Mexican actor (1924–1988)

Ramón Esteban Gómez-Valdés y Castillo (2 September 1924 – 9 August 1988) was a Mexican actor and comedian. He is best remembered for his portrayal of Don Ramón in the Mexican sitcom El Chavo del Ocho. He is also recognized as one of Mexico's best comedians.

Born in Mexico City, he was raised in a humble and large family that moved to Ciudad Juárez when he was aged two. Valdés made his acting debut at cinema in the movie Tender Pumpkins (1949), appearing along with his brother, Germán Valdés "Tin-Tan", and who introduced Ramón into the acting world. Under extra or supporting roles, he continued making appearances in films during the Golden Age of Mexican cinema. Ramón and Germán had two other brothers, Manuel "El Loco" Valdés and Antonio "El Ratón" Valdés, also comic actors.

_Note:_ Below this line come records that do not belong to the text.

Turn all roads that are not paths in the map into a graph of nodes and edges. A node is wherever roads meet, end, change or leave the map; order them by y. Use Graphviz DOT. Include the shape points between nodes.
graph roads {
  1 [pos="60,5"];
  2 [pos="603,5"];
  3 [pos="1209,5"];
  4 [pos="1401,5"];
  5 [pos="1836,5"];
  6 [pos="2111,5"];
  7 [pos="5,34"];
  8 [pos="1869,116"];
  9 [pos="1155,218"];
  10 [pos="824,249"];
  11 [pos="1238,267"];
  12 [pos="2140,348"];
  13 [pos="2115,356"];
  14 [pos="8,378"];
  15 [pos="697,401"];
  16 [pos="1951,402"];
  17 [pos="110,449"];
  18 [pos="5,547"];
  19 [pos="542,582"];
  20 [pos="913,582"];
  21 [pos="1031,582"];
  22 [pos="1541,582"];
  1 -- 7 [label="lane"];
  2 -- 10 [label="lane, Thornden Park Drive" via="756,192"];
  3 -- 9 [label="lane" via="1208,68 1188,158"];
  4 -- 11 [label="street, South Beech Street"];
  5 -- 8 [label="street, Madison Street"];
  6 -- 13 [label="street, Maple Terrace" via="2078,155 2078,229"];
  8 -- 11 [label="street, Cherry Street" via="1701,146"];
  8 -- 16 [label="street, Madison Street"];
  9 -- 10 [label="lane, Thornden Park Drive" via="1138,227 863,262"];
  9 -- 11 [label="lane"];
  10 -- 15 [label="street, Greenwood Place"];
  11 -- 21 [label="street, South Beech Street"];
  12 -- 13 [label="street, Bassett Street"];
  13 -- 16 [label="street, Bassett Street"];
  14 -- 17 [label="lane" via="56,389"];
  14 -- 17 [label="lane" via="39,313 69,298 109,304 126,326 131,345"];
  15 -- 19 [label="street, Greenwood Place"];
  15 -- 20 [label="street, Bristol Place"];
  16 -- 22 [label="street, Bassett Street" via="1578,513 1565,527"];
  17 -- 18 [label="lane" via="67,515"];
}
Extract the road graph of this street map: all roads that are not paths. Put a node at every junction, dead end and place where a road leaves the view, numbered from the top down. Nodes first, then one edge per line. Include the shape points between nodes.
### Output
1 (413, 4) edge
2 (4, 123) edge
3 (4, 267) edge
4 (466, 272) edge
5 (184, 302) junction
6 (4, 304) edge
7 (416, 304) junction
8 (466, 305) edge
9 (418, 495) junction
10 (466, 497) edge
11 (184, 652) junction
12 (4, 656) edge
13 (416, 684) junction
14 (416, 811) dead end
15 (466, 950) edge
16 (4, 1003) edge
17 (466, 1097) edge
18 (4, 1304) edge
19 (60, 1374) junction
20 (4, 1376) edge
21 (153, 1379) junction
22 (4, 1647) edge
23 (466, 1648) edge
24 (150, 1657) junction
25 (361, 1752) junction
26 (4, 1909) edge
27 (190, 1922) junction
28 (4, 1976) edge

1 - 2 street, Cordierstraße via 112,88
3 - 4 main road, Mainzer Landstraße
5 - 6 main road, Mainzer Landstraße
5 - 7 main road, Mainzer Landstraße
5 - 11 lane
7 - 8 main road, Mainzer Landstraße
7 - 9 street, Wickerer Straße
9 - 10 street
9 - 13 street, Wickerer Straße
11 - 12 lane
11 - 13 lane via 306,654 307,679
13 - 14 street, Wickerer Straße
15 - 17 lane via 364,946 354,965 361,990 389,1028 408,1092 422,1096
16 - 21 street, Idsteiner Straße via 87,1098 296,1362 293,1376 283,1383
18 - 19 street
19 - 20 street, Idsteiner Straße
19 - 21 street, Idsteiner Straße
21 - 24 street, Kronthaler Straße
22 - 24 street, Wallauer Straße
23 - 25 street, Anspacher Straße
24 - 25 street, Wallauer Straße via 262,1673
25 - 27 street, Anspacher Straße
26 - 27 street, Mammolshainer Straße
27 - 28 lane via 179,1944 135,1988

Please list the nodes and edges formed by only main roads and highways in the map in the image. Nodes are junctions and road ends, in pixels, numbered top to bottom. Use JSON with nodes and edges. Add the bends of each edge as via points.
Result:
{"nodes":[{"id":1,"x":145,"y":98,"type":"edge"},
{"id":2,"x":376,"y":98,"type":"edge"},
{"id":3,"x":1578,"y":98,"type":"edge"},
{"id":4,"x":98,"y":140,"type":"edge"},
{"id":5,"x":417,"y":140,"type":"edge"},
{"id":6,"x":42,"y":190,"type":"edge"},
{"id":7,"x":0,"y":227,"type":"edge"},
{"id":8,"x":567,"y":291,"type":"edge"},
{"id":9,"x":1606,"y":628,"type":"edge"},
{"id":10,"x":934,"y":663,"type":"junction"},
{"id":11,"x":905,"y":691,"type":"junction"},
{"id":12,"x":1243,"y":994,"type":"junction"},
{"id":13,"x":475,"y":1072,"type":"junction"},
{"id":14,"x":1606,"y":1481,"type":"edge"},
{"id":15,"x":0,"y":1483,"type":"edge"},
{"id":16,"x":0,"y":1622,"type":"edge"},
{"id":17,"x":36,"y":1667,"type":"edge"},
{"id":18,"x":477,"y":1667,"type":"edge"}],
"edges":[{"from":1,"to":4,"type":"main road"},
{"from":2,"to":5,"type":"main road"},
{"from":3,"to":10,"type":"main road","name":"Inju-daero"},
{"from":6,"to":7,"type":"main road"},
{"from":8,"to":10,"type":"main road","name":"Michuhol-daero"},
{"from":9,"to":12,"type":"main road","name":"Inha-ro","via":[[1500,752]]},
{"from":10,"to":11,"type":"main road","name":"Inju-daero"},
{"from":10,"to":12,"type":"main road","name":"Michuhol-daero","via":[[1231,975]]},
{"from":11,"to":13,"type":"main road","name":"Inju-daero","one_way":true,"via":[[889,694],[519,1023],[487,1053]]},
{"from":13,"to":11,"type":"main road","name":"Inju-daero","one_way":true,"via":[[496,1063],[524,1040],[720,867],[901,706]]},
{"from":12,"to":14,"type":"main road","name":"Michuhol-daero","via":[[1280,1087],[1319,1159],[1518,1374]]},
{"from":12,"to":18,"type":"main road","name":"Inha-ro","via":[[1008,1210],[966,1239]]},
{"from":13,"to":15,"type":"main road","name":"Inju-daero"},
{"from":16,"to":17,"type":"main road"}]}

In 1968, Valdés met Roberto Gómez Bolaños, better known as "Chespirito", with whom he began working on programs such as Los supergenios de la mesa cuadrada, Chespirito and El Chapulín Colorado. It was on Bolaños's El Chavo del Ocho that he gained international fame for his portrayal of Don Ramón. He left El Chavo del Ocho in 1979 but returned in 1981 for his final year on the project.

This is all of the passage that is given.